Anne Althouse discusses and parses the issue from a legal standpoint and links to the document that has resulted in the Democratic party with their knickers in a knot. They are saying releasing this information will result in a disaster, because it will shame those white hat spies at the FBI/CIA/whatever.

and one WAPO columnist essentially said don't shame the FBI by exposing their corruption or they will get back at you...

WTF? does he mean don't persecute the FBI for doing their job, or does he mean if you expose wrongdoing you are toast?

Guess they need to refilm The Post, when whistle-blowing on government shenanigans was considered a good thing.

I am so old that I remember when the Democrats were heroic for exposing the uberkill spying by the spooks at the CIA etc.

A 2015 article from the Brookings site:

Chaired by Senator Frank Church (D-ID), the committee held a series of hearings and published 14 reports as it investigated the legality of intelligence operations by the CIA, NSA, and FBI, including attempts to assassinate foreign leaders, spying on Martin Luther King, Jr., and monitoring the political activities of other U.S. citizens. Today, the reforms put in place following the Church Committee hearings are up for discussion in the wake of the Edward Snowden intelligence leaks and the revelation of how much data the government, especially the NSA, was collecting on U.S. citizens.
Brookings Nonresident Senior Fellow Stuart Taylor, Jr. detailed the history of U.S. government surveillance programs, and the Church Committee’s response, in his Brookings Essay, “The Big Snoop: Life, liberty, and the Pursuit of Terrorists,” 
so is Snowdon a bad guy (he is in Russia today so he won't get arrested) or a good guy?

Of course, the Church reforms are blamed for the US not knowing about the 911 plot, but hey, everyone in the Philippines knew they were discussing this years earlier, after our spies picked up these bozos who at the time were planning to kill the Pope, but were foiled when their hot plate caused a fire. (we also knew rumors about the Philippine link to the OKC bombing but that's another story that is probably just a conspiracy theory,)

But never mind. But 911 did make the public more sympathetic to the need to spy on people. Again from the Brookings paper.

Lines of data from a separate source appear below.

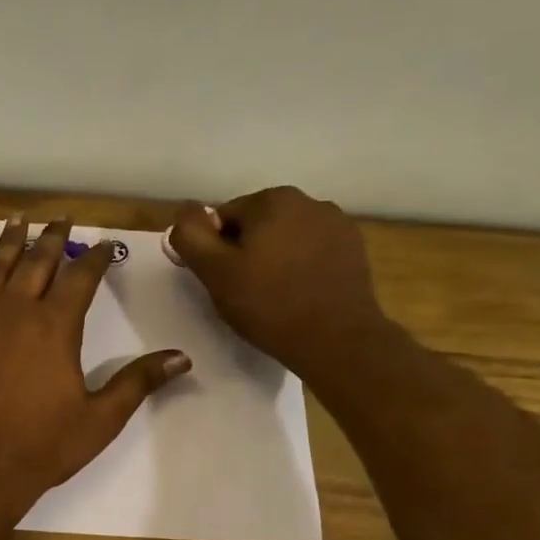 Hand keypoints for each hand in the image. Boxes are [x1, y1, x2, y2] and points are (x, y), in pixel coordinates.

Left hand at [0, 215, 190, 513]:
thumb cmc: (42, 446)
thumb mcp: (100, 418)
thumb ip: (138, 382)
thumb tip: (182, 358)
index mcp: (56, 326)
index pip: (81, 277)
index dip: (96, 257)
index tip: (106, 245)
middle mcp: (15, 311)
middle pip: (37, 261)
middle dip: (54, 237)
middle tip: (63, 218)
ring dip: (11, 241)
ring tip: (20, 219)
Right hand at [167, 187, 390, 384]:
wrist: (336, 339)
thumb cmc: (269, 305)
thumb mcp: (215, 273)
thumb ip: (191, 236)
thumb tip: (185, 213)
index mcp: (271, 200)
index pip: (224, 218)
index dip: (215, 251)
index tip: (223, 281)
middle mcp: (308, 200)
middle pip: (257, 225)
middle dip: (246, 252)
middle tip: (245, 292)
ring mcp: (337, 223)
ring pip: (286, 237)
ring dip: (275, 258)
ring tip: (274, 296)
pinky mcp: (354, 248)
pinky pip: (313, 251)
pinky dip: (301, 267)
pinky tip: (300, 295) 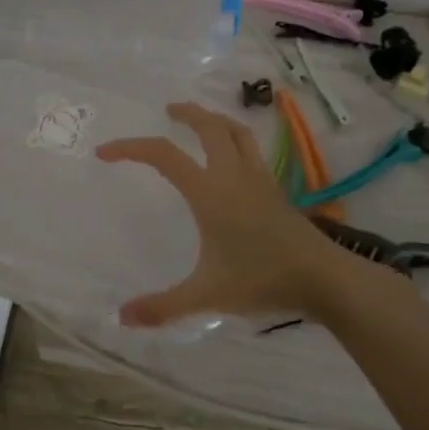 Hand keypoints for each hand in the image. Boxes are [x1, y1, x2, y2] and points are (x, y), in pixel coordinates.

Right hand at [96, 103, 353, 326]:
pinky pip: (251, 149)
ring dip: (215, 120)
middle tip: (167, 112)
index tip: (105, 152)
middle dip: (185, 114)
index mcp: (210, 192)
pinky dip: (235, 139)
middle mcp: (233, 175)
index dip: (131, 148)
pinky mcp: (276, 189)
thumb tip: (121, 318)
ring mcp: (259, 178)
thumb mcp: (206, 295)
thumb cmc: (261, 280)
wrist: (322, 278)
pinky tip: (231, 159)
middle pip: (208, 126)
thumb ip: (163, 306)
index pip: (164, 155)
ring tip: (200, 122)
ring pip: (236, 132) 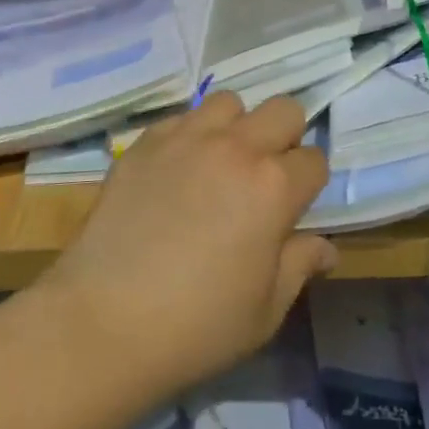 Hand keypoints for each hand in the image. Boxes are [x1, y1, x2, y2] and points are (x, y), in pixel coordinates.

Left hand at [39, 93, 336, 399]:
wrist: (102, 323)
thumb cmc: (197, 326)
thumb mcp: (265, 309)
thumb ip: (300, 266)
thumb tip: (326, 249)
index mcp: (274, 187)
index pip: (315, 160)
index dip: (309, 184)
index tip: (294, 207)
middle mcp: (236, 148)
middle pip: (283, 109)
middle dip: (285, 137)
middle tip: (265, 176)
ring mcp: (187, 139)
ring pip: (230, 102)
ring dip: (236, 127)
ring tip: (220, 163)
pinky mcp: (144, 144)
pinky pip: (181, 118)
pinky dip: (190, 136)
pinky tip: (177, 172) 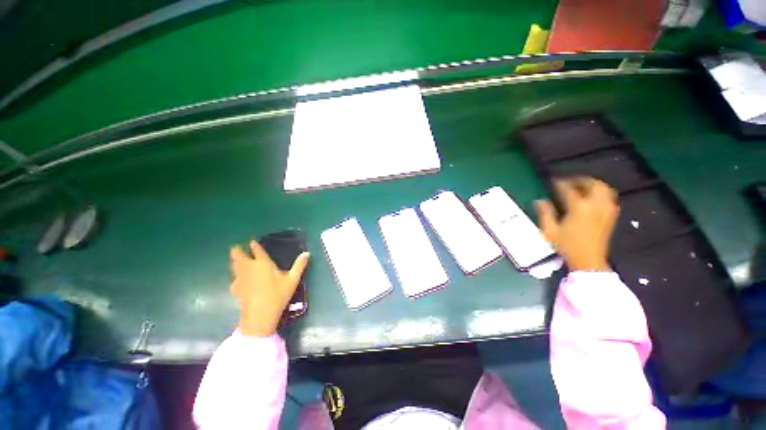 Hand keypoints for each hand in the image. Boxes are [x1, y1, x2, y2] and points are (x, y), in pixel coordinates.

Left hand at [229, 241, 309, 336]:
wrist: (259, 316)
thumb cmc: (277, 295)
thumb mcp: (292, 280)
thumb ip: (299, 265)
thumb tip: (307, 253)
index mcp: (262, 263)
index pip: (256, 250)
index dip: (254, 244)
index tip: (252, 241)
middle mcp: (248, 267)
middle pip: (238, 255)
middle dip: (237, 250)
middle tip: (239, 247)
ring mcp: (240, 278)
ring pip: (233, 265)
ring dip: (235, 260)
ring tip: (238, 259)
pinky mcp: (235, 288)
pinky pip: (234, 278)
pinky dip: (236, 275)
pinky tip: (240, 279)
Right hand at [536, 178, 618, 271]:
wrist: (589, 261)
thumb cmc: (567, 245)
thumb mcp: (550, 231)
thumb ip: (545, 213)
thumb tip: (540, 201)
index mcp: (579, 208)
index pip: (569, 189)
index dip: (560, 183)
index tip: (554, 181)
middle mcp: (595, 205)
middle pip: (592, 184)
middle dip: (580, 180)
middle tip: (569, 181)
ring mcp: (606, 210)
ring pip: (604, 189)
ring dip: (592, 184)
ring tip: (581, 186)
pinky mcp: (611, 216)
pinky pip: (608, 197)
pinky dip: (600, 193)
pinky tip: (592, 197)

After the terrorist attacks on 9/11, and the passage of the USA PATRIOT Act of 2001, attitudes toward government surveillance changed.
The emergence of this new menace to America and its allies,” Taylor wrote in his essay, “brought an upsurge in political and public support for aggressive surveillance of potential terrorists, and a muting of the concerns that had arisen in the 1970s about the past sins and excessive zeal of U.S. intelligence agencies.”

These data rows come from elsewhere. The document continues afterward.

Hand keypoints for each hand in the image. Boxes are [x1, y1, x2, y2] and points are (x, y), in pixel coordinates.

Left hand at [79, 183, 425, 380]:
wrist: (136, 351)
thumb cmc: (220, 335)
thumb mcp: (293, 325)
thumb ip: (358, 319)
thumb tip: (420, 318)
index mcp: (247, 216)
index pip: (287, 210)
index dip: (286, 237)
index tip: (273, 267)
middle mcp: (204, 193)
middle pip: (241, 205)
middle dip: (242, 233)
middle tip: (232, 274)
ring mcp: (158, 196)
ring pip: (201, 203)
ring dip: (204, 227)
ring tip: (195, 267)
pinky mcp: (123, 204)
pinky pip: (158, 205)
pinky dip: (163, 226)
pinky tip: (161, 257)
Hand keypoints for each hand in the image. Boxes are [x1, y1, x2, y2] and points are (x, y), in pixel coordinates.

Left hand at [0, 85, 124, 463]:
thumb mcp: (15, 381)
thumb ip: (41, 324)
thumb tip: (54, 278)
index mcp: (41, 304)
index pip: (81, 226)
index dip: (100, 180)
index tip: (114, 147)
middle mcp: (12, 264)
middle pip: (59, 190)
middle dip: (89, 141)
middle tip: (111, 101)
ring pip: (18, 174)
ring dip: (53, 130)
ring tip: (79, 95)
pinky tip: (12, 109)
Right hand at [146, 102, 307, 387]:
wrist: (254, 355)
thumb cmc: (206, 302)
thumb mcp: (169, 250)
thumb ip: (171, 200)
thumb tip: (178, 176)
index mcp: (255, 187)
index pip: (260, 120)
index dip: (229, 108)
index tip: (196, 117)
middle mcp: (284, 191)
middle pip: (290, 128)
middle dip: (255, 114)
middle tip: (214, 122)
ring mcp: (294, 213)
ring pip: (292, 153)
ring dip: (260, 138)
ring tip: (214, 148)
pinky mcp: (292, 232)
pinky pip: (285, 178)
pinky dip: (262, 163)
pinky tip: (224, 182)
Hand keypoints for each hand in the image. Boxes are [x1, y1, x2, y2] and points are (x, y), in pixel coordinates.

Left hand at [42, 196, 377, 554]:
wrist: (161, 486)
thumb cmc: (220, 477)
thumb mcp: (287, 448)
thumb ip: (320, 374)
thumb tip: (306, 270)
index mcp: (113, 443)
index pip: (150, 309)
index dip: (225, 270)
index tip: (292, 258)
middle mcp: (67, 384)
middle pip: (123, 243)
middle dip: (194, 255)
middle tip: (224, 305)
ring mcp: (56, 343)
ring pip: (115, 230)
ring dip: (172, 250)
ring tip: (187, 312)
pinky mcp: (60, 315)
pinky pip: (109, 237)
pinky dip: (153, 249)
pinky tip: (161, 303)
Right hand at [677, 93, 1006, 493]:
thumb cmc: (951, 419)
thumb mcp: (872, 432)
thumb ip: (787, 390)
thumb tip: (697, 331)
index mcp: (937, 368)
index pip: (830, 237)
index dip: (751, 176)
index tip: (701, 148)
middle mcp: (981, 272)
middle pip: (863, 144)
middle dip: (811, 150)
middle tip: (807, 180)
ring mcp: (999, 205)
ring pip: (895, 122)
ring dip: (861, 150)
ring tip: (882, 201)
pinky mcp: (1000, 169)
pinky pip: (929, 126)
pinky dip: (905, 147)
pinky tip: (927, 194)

so there you have it. Trumpie boy was a potential terrorist working for the evil Russians, so he and his minions deserved to be spied on.

and if you believe that spying on Trumpie was wrong, then you are wrong.

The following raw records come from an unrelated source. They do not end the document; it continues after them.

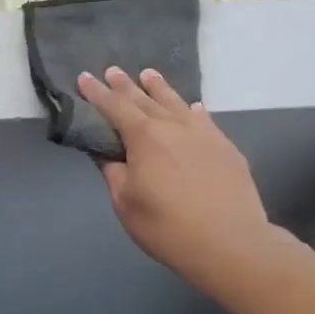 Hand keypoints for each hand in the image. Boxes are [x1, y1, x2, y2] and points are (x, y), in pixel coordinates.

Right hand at [78, 67, 276, 292]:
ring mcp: (204, 134)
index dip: (97, 93)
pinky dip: (193, 110)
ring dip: (160, 88)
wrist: (230, 243)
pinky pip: (205, 120)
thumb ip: (114, 174)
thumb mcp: (126, 205)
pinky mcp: (226, 148)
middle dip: (125, 86)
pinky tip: (193, 107)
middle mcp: (174, 126)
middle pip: (145, 100)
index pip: (114, 108)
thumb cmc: (167, 227)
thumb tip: (108, 155)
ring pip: (177, 103)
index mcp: (144, 138)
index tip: (84, 78)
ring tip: (149, 74)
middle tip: (113, 70)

Uh it's one thing to spy on innocent civilians who happen to be friends with anti war protesters in the 1970's, (been there, done that, took the guy spying on us a cup of coffee).

but it's another thing to use information from the political party in power to use the powers of the intelligence community to get dirt on their political opponent.

Wasn't that what Watergate was about?